27.8.2019, Yannis Papadaniel
Le prix des médicaments en Suisse fait débat. Mais il cache certaines subtilités… Exemple flagrant.
Velcade est un médicament qui permet de traiter le myélome multiple, une forme de cancer de la moelle osseuse dont on dénombre 570 nouveaux cas en Suisse chaque année. Il est distribué sur le marché helvétique par Janssen-Cilag. Le recours à ce médicament se fait généralement lorsque des patients n’ont pas réagi à un premier traitement ou s’ils sont victimes d’une récidive.
Ce produit est disponible sous forme d’ampoules de 1 mg ou 3,5 mg qui coûtent respectivement 642 fr. 95 et 1831 fr. 35. Selon la base de données relative au prix des médicaments et à leur chiffre d’affaires mise en place conjointement par Curafutura et COGE Sàrl, le prix de ce médicament demeure bien plus élevé en Suisse (de 10 à 75%) qu’en Europe, Autriche exceptée.
Le potentiel d’économie ne dépend pourtant pas exclusivement d’un ajustement du prix. En effet, Velcade est administrable de deux manières: en intraveineuse ou en sous-cutanée, dans la fesse par exemple. Indépendamment du volume qu’elles contiennent, les ampoules ont la même composition, or seules celles de 3,5 mg peuvent être administrées par l’une ou l’autre voie. Le conditionnement par 1 mg n’est en revanche disponible que pour l’intraveineuse.

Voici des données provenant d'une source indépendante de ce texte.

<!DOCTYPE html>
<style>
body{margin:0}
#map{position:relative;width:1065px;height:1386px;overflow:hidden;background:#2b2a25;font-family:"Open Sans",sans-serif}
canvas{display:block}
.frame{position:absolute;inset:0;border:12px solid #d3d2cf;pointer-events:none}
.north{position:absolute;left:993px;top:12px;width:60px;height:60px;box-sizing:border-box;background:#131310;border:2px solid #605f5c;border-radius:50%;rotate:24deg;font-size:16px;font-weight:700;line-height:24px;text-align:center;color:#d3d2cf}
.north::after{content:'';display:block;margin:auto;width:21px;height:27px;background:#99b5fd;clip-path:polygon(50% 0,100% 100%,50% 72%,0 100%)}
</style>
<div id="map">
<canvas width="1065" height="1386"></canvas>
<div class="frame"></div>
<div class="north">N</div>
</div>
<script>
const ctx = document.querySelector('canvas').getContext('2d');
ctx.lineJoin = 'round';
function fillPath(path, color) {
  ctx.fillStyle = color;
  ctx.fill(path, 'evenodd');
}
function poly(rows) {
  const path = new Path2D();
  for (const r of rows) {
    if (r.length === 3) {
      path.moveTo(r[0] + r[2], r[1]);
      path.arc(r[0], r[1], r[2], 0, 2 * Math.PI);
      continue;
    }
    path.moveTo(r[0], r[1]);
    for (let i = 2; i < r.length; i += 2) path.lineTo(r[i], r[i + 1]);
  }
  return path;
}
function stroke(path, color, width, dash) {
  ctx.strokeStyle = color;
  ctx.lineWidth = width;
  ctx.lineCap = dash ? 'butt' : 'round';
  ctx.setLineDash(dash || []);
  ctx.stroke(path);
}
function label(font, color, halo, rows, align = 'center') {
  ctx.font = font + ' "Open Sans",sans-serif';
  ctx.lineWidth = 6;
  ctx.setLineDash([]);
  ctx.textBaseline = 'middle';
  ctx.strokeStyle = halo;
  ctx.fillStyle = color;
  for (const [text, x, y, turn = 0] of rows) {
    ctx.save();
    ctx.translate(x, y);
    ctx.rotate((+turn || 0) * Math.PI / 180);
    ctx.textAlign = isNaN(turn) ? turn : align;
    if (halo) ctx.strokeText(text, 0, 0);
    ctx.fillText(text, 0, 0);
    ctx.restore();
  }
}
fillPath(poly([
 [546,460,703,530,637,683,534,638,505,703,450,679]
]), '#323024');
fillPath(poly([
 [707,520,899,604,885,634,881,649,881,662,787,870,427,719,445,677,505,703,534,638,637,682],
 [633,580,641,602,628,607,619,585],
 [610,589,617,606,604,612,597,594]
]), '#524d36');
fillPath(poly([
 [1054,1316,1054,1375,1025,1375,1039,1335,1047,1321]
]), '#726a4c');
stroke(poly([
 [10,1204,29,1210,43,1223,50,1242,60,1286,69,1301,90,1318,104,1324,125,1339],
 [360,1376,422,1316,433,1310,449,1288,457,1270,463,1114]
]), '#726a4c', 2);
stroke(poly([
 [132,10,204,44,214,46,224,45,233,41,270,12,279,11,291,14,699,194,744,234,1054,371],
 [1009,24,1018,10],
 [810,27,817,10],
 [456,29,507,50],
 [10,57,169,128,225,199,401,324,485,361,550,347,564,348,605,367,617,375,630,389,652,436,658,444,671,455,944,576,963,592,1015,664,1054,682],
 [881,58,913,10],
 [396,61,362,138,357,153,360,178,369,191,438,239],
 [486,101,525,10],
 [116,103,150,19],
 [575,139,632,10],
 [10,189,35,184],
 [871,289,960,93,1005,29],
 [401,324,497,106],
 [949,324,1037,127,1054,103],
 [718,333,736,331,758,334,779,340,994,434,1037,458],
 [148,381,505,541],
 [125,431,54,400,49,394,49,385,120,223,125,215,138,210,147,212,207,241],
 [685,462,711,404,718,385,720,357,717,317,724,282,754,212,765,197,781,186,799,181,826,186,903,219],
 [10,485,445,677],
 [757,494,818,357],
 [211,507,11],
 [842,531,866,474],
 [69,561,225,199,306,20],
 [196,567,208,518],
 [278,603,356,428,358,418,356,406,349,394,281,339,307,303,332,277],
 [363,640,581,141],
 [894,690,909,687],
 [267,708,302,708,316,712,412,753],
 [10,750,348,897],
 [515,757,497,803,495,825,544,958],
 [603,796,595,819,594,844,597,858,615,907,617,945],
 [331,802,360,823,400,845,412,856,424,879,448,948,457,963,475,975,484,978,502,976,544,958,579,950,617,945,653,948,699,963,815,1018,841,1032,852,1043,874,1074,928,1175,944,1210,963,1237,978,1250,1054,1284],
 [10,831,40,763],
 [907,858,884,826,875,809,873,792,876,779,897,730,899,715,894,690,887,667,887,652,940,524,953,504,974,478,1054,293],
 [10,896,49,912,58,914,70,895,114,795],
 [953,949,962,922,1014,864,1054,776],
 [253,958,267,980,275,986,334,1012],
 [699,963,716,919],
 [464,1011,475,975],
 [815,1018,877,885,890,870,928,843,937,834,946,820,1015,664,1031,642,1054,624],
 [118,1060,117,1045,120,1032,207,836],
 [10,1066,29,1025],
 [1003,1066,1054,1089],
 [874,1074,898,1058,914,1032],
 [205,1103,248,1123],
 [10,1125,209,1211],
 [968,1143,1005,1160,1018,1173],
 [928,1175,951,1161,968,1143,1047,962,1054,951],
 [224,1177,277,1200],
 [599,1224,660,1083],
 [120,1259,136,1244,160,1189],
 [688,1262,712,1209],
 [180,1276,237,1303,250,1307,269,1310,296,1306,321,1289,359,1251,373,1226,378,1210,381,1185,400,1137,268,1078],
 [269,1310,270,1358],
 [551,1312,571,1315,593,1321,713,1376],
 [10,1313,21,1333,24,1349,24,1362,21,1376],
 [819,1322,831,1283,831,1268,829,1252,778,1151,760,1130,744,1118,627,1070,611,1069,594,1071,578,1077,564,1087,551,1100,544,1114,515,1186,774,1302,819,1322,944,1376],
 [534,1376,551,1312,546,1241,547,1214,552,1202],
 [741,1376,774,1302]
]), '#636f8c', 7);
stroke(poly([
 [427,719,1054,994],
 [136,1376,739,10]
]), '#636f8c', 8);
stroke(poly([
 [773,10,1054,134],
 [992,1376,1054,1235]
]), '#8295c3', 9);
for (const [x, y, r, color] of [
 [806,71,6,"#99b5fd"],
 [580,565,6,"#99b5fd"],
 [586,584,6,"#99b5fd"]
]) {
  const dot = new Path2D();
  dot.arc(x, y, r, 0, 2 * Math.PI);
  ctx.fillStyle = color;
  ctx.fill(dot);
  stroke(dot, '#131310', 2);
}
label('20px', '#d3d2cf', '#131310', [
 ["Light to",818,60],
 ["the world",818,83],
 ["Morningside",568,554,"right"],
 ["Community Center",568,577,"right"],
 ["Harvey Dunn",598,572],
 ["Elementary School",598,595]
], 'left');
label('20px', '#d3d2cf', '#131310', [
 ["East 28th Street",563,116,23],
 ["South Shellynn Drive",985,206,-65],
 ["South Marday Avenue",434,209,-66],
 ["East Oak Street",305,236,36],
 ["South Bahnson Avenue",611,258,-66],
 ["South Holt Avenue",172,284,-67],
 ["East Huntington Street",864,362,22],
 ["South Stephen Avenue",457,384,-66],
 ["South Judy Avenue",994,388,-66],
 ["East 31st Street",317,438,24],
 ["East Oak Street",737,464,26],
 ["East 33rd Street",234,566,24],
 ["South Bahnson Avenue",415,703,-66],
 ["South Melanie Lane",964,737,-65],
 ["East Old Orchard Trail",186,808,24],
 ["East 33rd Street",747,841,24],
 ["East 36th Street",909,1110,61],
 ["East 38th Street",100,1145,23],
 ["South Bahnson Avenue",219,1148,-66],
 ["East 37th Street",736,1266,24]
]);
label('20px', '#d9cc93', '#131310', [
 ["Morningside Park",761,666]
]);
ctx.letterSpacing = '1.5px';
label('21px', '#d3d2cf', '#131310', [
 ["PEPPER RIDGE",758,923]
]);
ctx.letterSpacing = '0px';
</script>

Parce qu’elle diminue les effets secondaires du traitement, la voie sous-cutanée est utilisée de façon croissante. Par ailleurs, pour des personnes de faible corpulence (en particulier les personnes âgées ou malades), la dose de traitement injectée est souvent inférieure à 2 mg d’injection. Il n’est pourtant possible d’utiliser à cette fin que les ampoules de 3,5 mg. Si les médecins utilisaient deux flacons de 1 mg pour une injection sous-cutanée, ils s’exposeraient d’une part à des sanctions en cas de complication et le médicament ne serait d’autre part pas remboursé par les assurances. C’est ainsi que 1,5 mg, ou environ 600 francs, sont régulièrement jetés bien que payés.
Deux médecins lausannois se sont adressés à Swissmedic afin de connaître les raisons de cette situation. La réponse a été aussi laconique que décevante: dès lors que le fabricant ne leur a pas adressé une demande d’homologation pour administrer le Velcade 1 mg en souscutanée, rien ne peut être entrepris.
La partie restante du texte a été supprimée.